Pauline McLean | 13:45 UK time, Tuesday, 10 February 2009

So another day, another culture minister - number seven since the Scottish parliament began.

It's been a mixed bag - from Allan Wilson and Frank McAveety, who both seemed more comfortable with the sporting end of their brief, to Patricia Ferguson and Rhona Brankin, both of whom continue their commitment to culture in their own constituencies (Brankin through her interests in the National Mining Museum and Ferguson in the ongoing development of Maryhill Burgh Halls).

So far, it doesn't feel as if any government so far has truly recognised the scale or importance of the brief.

It's not a full cabinet post but it's most recent reinvention as Minister for Europe, External Affairs, since it's personally answerable to the First Minister, at least allows the incumbent a direct line to the heart of government.

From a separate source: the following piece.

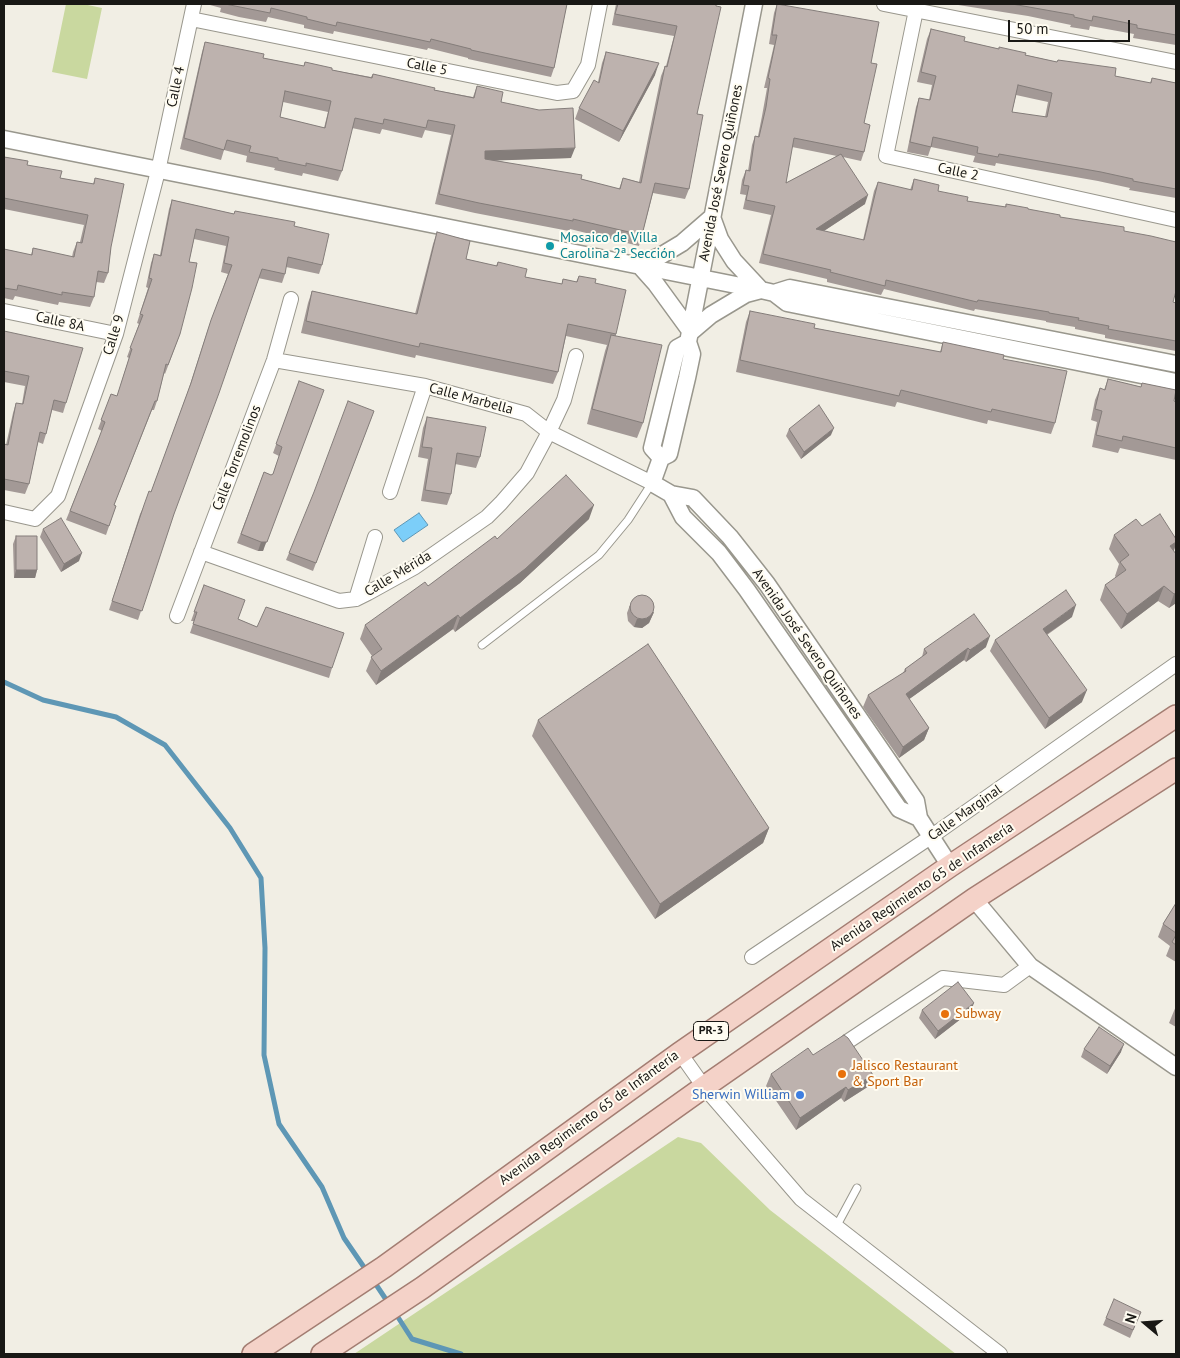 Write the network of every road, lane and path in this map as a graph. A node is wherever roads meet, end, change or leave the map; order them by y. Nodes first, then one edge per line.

The ongoing merger of the Scottish Arts Council and Scottish Screen into Creative Scotland - whose messy transition so far seems to be the main reason for Linda Fabiani's departure - is a case in point.

A complicated plan in the first instance - which would bring together huge creative businesses as well as smaller non-profit making arts organisations into one great organisation - it's been further complicated by being passed from government to government, and culture minister to culture minister.

Almost 500 artists and performers have so far signed a petition against the way the merger has been handled - complaining they've been left in the dark about what it will cost, and how it will work.

The process has been further delayed by MSPs voting down the bill which would have established it (they had legitimate concerns about the costings) - and is unlikely to move any further forward until John Swinney's Public Services Reform Bill is considered later this spring.

That's the biggest headache but there are plenty more challenges ahead - from the predicted drop in corporate sponsorship of arts events to the ongoing campaign by Glasgow City Council to have its museum collections recognised as nationally important, and therefore eligible for central funding.

So no easy brief for incoming culture minister Mike Russell but at least he has previous experience - both as a full blown minister and as shadow culture minister.

As a former TV producer, he also has strong experience of the media, and a good understanding of the scale of the problems he faces as well as the benefits the sector can offer.

And no shortage of opinions either - which should make for lively times ahead.